What needs to be done —
In the entries below, find the line containing "Transcribe the names", then copy it and every later line exactly, ending with the last line.

──────────

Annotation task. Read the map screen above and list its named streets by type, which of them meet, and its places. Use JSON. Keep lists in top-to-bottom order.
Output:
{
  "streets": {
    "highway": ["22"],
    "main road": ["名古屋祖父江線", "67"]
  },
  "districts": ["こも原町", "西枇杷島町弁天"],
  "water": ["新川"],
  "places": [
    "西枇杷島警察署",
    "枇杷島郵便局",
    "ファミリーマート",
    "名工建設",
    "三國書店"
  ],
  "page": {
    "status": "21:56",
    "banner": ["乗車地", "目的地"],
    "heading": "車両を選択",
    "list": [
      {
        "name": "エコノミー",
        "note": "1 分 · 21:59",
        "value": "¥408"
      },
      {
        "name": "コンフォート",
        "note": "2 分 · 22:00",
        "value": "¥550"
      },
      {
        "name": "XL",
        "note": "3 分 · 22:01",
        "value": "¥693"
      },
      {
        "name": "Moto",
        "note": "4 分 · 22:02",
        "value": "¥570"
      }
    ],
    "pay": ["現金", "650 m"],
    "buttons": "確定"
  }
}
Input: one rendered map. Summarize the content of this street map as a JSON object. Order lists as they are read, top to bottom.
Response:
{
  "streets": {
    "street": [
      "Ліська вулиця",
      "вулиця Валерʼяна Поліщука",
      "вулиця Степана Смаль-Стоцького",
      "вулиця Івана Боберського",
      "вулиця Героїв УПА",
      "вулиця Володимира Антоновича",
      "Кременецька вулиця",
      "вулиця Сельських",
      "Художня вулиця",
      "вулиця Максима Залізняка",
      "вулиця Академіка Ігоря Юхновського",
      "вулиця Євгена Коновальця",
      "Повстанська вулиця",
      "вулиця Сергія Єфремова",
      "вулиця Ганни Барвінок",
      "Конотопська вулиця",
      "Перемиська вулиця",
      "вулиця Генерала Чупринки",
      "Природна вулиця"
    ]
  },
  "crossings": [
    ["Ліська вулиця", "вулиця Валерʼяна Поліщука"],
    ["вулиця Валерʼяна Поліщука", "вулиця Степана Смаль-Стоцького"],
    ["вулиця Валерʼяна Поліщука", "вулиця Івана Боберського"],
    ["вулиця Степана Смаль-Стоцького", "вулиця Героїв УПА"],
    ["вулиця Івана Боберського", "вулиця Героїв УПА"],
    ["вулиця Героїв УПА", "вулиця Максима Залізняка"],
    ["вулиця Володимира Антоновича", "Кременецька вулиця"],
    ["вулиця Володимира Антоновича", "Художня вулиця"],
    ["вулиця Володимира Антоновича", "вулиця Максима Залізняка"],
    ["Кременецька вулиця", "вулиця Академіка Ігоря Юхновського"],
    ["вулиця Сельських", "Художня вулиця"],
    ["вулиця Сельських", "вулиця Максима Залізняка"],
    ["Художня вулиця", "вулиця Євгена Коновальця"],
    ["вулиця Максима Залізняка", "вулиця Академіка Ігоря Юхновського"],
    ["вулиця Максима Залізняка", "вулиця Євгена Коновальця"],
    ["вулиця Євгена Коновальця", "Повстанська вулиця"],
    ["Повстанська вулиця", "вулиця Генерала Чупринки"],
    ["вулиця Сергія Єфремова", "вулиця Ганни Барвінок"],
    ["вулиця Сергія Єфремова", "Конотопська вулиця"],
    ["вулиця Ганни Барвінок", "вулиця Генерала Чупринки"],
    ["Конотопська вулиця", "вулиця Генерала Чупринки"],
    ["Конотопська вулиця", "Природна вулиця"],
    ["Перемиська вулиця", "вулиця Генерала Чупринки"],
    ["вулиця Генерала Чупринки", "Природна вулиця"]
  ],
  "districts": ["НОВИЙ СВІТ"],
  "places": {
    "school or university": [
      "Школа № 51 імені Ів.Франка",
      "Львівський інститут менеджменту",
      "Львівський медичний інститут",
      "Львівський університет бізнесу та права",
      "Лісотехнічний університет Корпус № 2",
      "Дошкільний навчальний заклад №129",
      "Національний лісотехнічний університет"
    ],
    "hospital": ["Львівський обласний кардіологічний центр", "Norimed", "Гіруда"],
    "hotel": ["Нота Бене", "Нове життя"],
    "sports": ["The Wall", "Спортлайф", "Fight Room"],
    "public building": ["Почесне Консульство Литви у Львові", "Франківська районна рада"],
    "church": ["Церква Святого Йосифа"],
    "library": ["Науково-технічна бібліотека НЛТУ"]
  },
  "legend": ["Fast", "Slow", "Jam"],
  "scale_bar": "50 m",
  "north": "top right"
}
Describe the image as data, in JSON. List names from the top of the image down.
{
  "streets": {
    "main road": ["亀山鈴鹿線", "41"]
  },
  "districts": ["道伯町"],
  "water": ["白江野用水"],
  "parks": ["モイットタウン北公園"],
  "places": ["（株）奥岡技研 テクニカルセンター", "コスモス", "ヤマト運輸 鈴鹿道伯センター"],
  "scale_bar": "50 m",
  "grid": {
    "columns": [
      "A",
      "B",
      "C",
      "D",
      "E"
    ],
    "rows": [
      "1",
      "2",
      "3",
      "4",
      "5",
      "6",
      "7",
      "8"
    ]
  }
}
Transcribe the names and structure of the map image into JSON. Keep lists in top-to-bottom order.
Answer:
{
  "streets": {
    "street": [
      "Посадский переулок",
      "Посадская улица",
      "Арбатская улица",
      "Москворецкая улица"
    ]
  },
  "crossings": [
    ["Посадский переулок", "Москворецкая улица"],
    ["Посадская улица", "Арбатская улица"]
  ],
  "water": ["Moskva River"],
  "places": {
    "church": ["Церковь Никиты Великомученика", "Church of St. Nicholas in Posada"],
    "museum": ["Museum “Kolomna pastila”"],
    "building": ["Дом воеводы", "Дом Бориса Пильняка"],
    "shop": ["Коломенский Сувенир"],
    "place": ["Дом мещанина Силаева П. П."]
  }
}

──────────

Output of the task —
Transcribe the names and structure of the map image into JSON. Keep lists in top-to-bottom order.
Answer:
{
  "streets": {
    "street": [
      "Посадский переулок",
      "Посадская улица",
      "Арбатская улица",
      "Москворецкая улица"
    ]
  },
  "crossings": [
    ["Посадский переулок", "Москворецкая улица"],
    ["Посадская улица", "Арбатская улица"]
  ],
  "water": ["Moskva River"],
  "places": {
    "church": ["Церковь Никиты Великомученика", "Church of St. Nicholas in Posada"],
    "museum": ["Museum “Kolomna pastila”"],
    "building": ["Дом воеводы", "Дом Бориса Пильняка"],
    "shop": ["Коломенский Сувенир"],
    "place": ["Дом мещанина Силаева П. П."]
  }
}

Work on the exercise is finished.